YOUR ASSIGNMENT: Each word in the data below should be copied exactly; the images should not.

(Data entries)
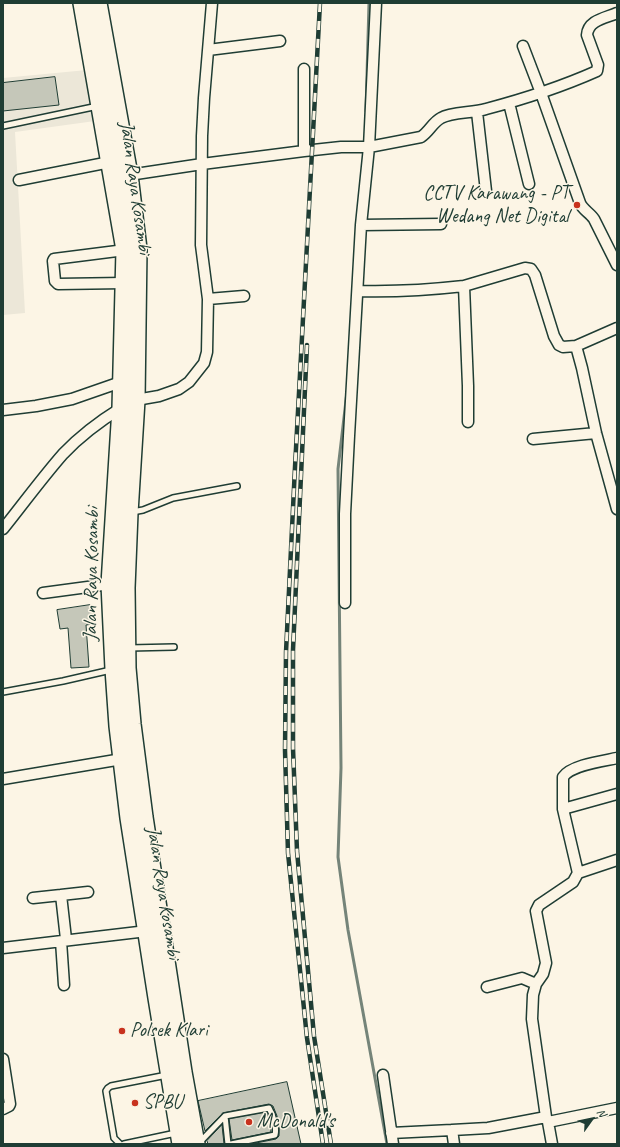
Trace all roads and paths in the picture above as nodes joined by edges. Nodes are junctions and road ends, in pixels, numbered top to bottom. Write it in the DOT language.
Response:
graph roads {
  1 [pos="82,3"];
  2 [pos="98,3"];
  3 [pos="212,3"];
  4 [pos="376,3"];
  5 [pos="617,13"];
  6 [pos="280,41"];
  7 [pos="523,46"];
  8 [pos="208,50"];
  9 [pos="304,69"];
  10 [pos="541,93"];
  11 [pos="509,103"];
  12 [pos="100,106"];
  13 [pos="477,112"];
  14 [pos="3,126"];
  15 [pos="366,147"];
  16 [pos="304,151"];
  17 [pos="110,162"];
  18 [pos="202,164"];
  19 [pos="129,175"];
  20 [pos="19,180"];
  21 [pos="529,184"];
  22 [pos="486,191"];
  23 [pos="441,224"];
  24 [pos="361,225"];
  25 [pos="125,250"];
  26 [pos="617,265"];
  27 [pos="124,283"];
  28 [pos="464,286"];
  29 [pos="358,291"];
  30 [pos="244,296"];
  31 [pos="208,299"];
  32 [pos="617,328"];
  33 [pos="576,346"];
  34 [pos="121,382"];
  35 [pos="136,400"];
  36 [pos="121,408"];
  37 [pos="3,410"];
  38 [pos="468,422"];
  39 [pos="596,433"];
  40 [pos="533,439"];
  41 [pos="237,486"];
  42 [pos="617,509"];
  43 [pos="129,513"];
  44 [pos="3,529"];
  45 [pos="110,584"];
  46 [pos="43,593"];
  47 [pos="345,603"];
  48 [pos="174,647"];
  49 [pos="127,648"];
  50 [pos="114,669"];
  51 [pos="3,692"];
  52 [pos="617,758"];
  53 [pos="122,759"];
  54 [pos="3,779"];
  55 [pos="617,794"];
  56 [pos="563,809"];
  57 [pos="617,860"];
  58 [pos="578,873"];
  59 [pos="88,892"];
  60 [pos="61,895"];
  61 [pos="33,898"];
  62 [pos="147,931"];
  63 [pos="63,940"];
  64 [pos="3,948"];
  65 [pos="536,984"];
  66 [pos="64,985"];
  67 [pos="488,987"];
  68 [pos="3,1059"];
  69 [pos="176,1073"];
  70 [pos="383,1075"];
  71 [pos="617,1108"];
  72 [pos="3,1109"];
  73 [pos="225,1116"];
  74 [pos="547,1119"];
  75 [pos="452,1130"];
  76 [pos="391,1133"];
  77 [pos="187,1140"];
  78 [pos="120,1144"];
  79 [pos="124,1144"];
  80 [pos="230,1144"];
  81 [pos="393,1144"];
  82 [pos="454,1144"];
  83 [pos="552,1144"];
  1 -- 12 [label="highway, Jalan Raya Kosambi"];
  2 -- 19 [label="highway, Jalan Raya Kosambi"];
  3 -- 8 [label="street"];
  4 -- 15 [label="street"];
  5 -- 10 [label="street"];
  6 -- 8 [label="street"];
  7 -- 10 [label="street"];
  8 -- 18 [label="street"];
  9 -- 16 [label="street"];
  10 -- 11 [label="street"];
  10 -- 26 [label="street"];
  11 -- 13 [label="street"];
  11 -- 21 [label="street"];
  12 -- 14 [label="lane"];
  12 -- 17 [label="highway, Jalan Raya Kosambi"];
  13 -- 15 [label="street"];
  13 -- 22 [label="street"];
  15 -- 16 [label="street"];
  15 -- 24 [label="street"];
  16 -- 18 [label="street"];
  17 -- 20 [label="street"];
  17 -- 25 [label="highway, Jalan Raya Kosambi"];
  18 -- 19 [label="street"];
  18 -- 31 [label="street"];
  19 -- 35 [label="highway, Jalan Raya Kosambi"];
  23 -- 24 [label="street"];
  24 -- 29 [label="street"];
  25 -- 27 [label="highway, Jalan Raya Kosambi"];
  25 -- 27 [label="street"];
  27 -- 34 [label="highway, Jalan Raya Kosambi"];
  28 -- 29 [label="street"];
  28 -- 33 [label="street"];
  28 -- 38 [label="street"];
  29 -- 47 [label="street"];
  30 -- 31 [label="street"];
  31 -- 35 [label="street"];
  32 -- 33 [label="street"];
  33 -- 39 [label="street"];
  34 -- 36 [label="highway, Jalan Raya Kosambi"];
  34 -- 37 [label="street"];
  35 -- 43 [label="highway, Jalan Raya Kosambi"];
  36 -- 44 [label="street"];
  36 -- 45 [label="highway, Jalan Raya Kosambi"];
  39 -- 40 [label="street"];
  39 -- 42 [label="street"];
  41 -- 43 [label="lane"];
  43 -- 49 [label="highway, Jalan Raya Kosambi"];
  45 -- 46 [label="street"];
  45 -- 50 [label="highway, Jalan Raya Kosambi"];
  48 -- 49 [label="lane"];
  49 -- 69 [label="highway, Jalan Raya Kosambi"];
  50 -- 51 [label="lane"];
  50 -- 53 [label="highway, Jalan Raya Kosambi"];
  52 -- 56 [label="street"];
  53 -- 54 [label="street"];
  53 -- 62 [label="highway, Jalan Raya Kosambi"];
  55 -- 56 [label="street"];
  56 -- 58 [label="street"];
  57 -- 58 [label="street"];
  58 -- 65 [label="street"];
  59 -- 60 [label="street"];
  60 -- 61 [label="street"];
  60 -- 63 [label="street"];
  62 -- 63 [label="street"];
  62 -- 69 [label="highway, Jalan Raya Kosambi"];
  63 -- 64 [label="street"];
  63 -- 66 [label="street"];
  65 -- 67 [label="street"];
  65 -- 74 [label="street"];
  68 -- 72 [label="street"];
  69 -- 77 [label="highway, Jalan Raya Kosambi"];
  69 -- 78 [label="lane"];
  70 -- 76 [label="street"];
  71 -- 74 [label="street"];
  73 -- 77 [label="lane"];
  73 -- 80 [label="lane"];
  73 -- 80 [label="lane"];
  74 -- 75 [label="street"];
  74 -- 83 [label="street"];
  75 -- 76 [label="street"];
  75 -- 82 [label="street"];
  76 -- 81 [label="street"];
  77 -- 79 [label="lane"];
}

RESPONSE:
Trace all roads and paths in the picture above as nodes joined by edges. Nodes are junctions and road ends, in pixels, numbered top to bottom. Write it in the DOT language.
Response:
graph roads {
  1 [pos="82,3"];
  2 [pos="98,3"];
  3 [pos="212,3"];
  4 [pos="376,3"];
  5 [pos="617,13"];
  6 [pos="280,41"];
  7 [pos="523,46"];
  8 [pos="208,50"];
  9 [pos="304,69"];
  10 [pos="541,93"];
  11 [pos="509,103"];
  12 [pos="100,106"];
  13 [pos="477,112"];
  14 [pos="3,126"];
  15 [pos="366,147"];
  16 [pos="304,151"];
  17 [pos="110,162"];
  18 [pos="202,164"];
  19 [pos="129,175"];
  20 [pos="19,180"];
  21 [pos="529,184"];
  22 [pos="486,191"];
  23 [pos="441,224"];
  24 [pos="361,225"];
  25 [pos="125,250"];
  26 [pos="617,265"];
  27 [pos="124,283"];
  28 [pos="464,286"];
  29 [pos="358,291"];
  30 [pos="244,296"];
  31 [pos="208,299"];
  32 [pos="617,328"];
  33 [pos="576,346"];
  34 [pos="121,382"];
  35 [pos="136,400"];
  36 [pos="121,408"];
  37 [pos="3,410"];
  38 [pos="468,422"];
  39 [pos="596,433"];
  40 [pos="533,439"];
  41 [pos="237,486"];
  42 [pos="617,509"];
  43 [pos="129,513"];
  44 [pos="3,529"];
  45 [pos="110,584"];
  46 [pos="43,593"];
  47 [pos="345,603"];
  48 [pos="174,647"];
  49 [pos="127,648"];
  50 [pos="114,669"];
  51 [pos="3,692"];
  52 [pos="617,758"];
  53 [pos="122,759"];
  54 [pos="3,779"];
  55 [pos="617,794"];
  56 [pos="563,809"];
  57 [pos="617,860"];
  58 [pos="578,873"];
  59 [pos="88,892"];
  60 [pos="61,895"];
  61 [pos="33,898"];
  62 [pos="147,931"];
  63 [pos="63,940"];
  64 [pos="3,948"];
  65 [pos="536,984"];
  66 [pos="64,985"];
  67 [pos="488,987"];
  68 [pos="3,1059"];
  69 [pos="176,1073"];
  70 [pos="383,1075"];
  71 [pos="617,1108"];
  72 [pos="3,1109"];
  73 [pos="225,1116"];
  74 [pos="547,1119"];
  75 [pos="452,1130"];
  76 [pos="391,1133"];
  77 [pos="187,1140"];
  78 [pos="120,1144"];
  79 [pos="124,1144"];
  80 [pos="230,1144"];
  81 [pos="393,1144"];
  82 [pos="454,1144"];
  83 [pos="552,1144"];
  1 -- 12 [label="highway, Jalan Raya Kosambi"];
  2 -- 19 [label="highway, Jalan Raya Kosambi"];
  3 -- 8 [label="street"];
  4 -- 15 [label="street"];
  5 -- 10 [label="street"];
  6 -- 8 [label="street"];
  7 -- 10 [label="street"];
  8 -- 18 [label="street"];
  9 -- 16 [label="street"];
  10 -- 11 [label="street"];
  10 -- 26 [label="street"];
  11 -- 13 [label="street"];
  11 -- 21 [label="street"];
  12 -- 14 [label="lane"];
  12 -- 17 [label="highway, Jalan Raya Kosambi"];
  13 -- 15 [label="street"];
  13 -- 22 [label="street"];
  15 -- 16 [label="street"];
  15 -- 24 [label="street"];
  16 -- 18 [label="street"];
  17 -- 20 [label="street"];
  17 -- 25 [label="highway, Jalan Raya Kosambi"];
  18 -- 19 [label="street"];
  18 -- 31 [label="street"];
  19 -- 35 [label="highway, Jalan Raya Kosambi"];
  23 -- 24 [label="street"];
  24 -- 29 [label="street"];
  25 -- 27 [label="highway, Jalan Raya Kosambi"];
  25 -- 27 [label="street"];
  27 -- 34 [label="highway, Jalan Raya Kosambi"];
  28 -- 29 [label="street"];
  28 -- 33 [label="street"];
  28 -- 38 [label="street"];
  29 -- 47 [label="street"];
  30 -- 31 [label="street"];
  31 -- 35 [label="street"];
  32 -- 33 [label="street"];
  33 -- 39 [label="street"];
  34 -- 36 [label="highway, Jalan Raya Kosambi"];
  34 -- 37 [label="street"];
  35 -- 43 [label="highway, Jalan Raya Kosambi"];
  36 -- 44 [label="street"];
  36 -- 45 [label="highway, Jalan Raya Kosambi"];
  39 -- 40 [label="street"];
  39 -- 42 [label="street"];
  41 -- 43 [label="lane"];
  43 -- 49 [label="highway, Jalan Raya Kosambi"];
  45 -- 46 [label="street"];
  45 -- 50 [label="highway, Jalan Raya Kosambi"];
  48 -- 49 [label="lane"];
  49 -- 69 [label="highway, Jalan Raya Kosambi"];
  50 -- 51 [label="lane"];
  50 -- 53 [label="highway, Jalan Raya Kosambi"];
  52 -- 56 [label="street"];
  53 -- 54 [label="street"];
  53 -- 62 [label="highway, Jalan Raya Kosambi"];
  55 -- 56 [label="street"];
  56 -- 58 [label="street"];
  57 -- 58 [label="street"];
  58 -- 65 [label="street"];
  59 -- 60 [label="street"];
  60 -- 61 [label="street"];
  60 -- 63 [label="street"];
  62 -- 63 [label="street"];
  62 -- 69 [label="highway, Jalan Raya Kosambi"];
  63 -- 64 [label="street"];
  63 -- 66 [label="street"];
  65 -- 67 [label="street"];
  65 -- 74 [label="street"];
  68 -- 72 [label="street"];
  69 -- 77 [label="highway, Jalan Raya Kosambi"];
  69 -- 78 [label="lane"];
  70 -- 76 [label="street"];
  71 -- 74 [label="street"];
  73 -- 77 [label="lane"];
  73 -- 80 [label="lane"];
  73 -- 80 [label="lane"];
  74 -- 75 [label="street"];
  74 -- 83 [label="street"];
  75 -- 76 [label="street"];
  75 -- 82 [label="street"];
  76 -- 81 [label="street"];
  77 -- 79 [label="lane"];
}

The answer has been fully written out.